## Directions for this task
Search the records below for the word "Alberto". Pull out each line that has it.

## Provided data
··········

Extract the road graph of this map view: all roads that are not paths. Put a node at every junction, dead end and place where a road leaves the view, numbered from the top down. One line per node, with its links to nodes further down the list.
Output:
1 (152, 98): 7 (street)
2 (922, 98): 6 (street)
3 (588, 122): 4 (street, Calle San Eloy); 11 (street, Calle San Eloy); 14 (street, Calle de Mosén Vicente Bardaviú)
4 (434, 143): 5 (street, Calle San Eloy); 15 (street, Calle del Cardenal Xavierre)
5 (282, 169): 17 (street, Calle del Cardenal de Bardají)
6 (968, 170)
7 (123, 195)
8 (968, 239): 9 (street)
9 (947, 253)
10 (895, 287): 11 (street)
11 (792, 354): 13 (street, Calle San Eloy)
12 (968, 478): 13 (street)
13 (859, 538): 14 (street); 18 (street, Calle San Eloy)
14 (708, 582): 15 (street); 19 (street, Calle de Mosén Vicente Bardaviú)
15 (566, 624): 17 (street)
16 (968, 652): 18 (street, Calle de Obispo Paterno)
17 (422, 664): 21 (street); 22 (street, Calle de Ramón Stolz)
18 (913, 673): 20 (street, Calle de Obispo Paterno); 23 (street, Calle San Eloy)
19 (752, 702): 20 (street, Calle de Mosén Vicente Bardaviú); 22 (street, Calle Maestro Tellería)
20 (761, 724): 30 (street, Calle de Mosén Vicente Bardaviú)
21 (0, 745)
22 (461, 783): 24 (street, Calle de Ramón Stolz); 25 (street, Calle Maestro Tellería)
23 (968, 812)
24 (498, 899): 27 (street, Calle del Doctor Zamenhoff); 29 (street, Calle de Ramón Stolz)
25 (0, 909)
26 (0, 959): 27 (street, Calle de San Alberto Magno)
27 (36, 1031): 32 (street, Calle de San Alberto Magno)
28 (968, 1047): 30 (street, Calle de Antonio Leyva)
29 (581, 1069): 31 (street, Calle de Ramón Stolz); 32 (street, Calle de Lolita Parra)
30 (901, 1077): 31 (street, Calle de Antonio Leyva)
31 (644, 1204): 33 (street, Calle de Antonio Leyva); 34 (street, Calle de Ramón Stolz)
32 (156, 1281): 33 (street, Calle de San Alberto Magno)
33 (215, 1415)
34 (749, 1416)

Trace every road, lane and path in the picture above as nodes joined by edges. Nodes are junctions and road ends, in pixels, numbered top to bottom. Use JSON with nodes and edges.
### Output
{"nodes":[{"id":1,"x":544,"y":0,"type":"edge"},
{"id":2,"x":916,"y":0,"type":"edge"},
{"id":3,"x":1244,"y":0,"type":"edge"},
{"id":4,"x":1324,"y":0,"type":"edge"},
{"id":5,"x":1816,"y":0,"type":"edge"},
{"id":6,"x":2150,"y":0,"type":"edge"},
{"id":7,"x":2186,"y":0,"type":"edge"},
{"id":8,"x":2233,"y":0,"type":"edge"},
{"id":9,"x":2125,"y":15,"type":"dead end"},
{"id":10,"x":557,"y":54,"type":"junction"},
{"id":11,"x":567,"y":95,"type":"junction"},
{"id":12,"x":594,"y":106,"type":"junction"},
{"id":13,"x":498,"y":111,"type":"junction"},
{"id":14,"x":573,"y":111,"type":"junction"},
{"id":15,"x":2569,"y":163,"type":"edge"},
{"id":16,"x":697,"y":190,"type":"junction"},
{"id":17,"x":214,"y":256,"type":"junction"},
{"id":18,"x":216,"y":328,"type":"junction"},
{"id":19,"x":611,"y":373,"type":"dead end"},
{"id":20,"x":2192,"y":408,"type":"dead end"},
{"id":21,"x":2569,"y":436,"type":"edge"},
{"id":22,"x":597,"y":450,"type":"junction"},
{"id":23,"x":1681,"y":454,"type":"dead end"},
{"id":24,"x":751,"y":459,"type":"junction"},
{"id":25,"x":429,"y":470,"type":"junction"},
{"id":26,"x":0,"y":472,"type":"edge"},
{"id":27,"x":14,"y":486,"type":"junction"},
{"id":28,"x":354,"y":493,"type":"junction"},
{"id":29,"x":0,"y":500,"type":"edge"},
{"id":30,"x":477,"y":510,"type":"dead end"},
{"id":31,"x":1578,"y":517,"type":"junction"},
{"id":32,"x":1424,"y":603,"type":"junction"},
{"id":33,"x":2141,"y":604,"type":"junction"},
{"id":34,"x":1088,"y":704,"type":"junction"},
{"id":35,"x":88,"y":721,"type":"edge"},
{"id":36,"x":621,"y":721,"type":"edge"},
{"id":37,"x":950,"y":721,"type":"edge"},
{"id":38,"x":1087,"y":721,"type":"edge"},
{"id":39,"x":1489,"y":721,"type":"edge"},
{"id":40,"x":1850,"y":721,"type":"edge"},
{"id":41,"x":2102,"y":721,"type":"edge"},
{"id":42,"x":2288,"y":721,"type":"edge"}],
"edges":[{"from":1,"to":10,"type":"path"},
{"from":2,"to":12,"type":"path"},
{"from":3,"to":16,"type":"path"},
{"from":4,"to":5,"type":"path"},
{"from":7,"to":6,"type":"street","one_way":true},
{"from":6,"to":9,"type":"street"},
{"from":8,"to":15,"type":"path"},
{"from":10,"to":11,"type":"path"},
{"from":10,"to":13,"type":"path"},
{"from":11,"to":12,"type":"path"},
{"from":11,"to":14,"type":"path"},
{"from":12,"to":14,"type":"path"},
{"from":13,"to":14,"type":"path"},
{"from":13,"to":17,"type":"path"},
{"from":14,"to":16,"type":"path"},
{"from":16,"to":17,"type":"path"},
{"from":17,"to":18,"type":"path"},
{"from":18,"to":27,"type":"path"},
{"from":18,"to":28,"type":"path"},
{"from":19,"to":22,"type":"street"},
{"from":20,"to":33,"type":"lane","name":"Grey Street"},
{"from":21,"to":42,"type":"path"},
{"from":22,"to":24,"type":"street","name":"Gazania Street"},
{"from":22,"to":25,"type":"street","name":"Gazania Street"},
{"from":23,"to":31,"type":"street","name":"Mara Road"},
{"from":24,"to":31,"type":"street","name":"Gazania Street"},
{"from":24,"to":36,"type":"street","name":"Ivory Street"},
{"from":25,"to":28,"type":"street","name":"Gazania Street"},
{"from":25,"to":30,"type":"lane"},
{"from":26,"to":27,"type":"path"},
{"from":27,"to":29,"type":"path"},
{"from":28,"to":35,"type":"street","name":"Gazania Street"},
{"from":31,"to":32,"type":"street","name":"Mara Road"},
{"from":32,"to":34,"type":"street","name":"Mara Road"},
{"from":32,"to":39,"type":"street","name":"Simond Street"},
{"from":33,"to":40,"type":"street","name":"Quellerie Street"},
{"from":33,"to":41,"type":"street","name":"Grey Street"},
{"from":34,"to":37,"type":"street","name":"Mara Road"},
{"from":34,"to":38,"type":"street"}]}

··········

## Result of this task
26 (0, 959): 27 (street, Calle de San Alberto Magno)
27 (36, 1031): 32 (street, Calle de San Alberto Magno)
32 (156, 1281): 33 (street, Calle de San Alberto Magno)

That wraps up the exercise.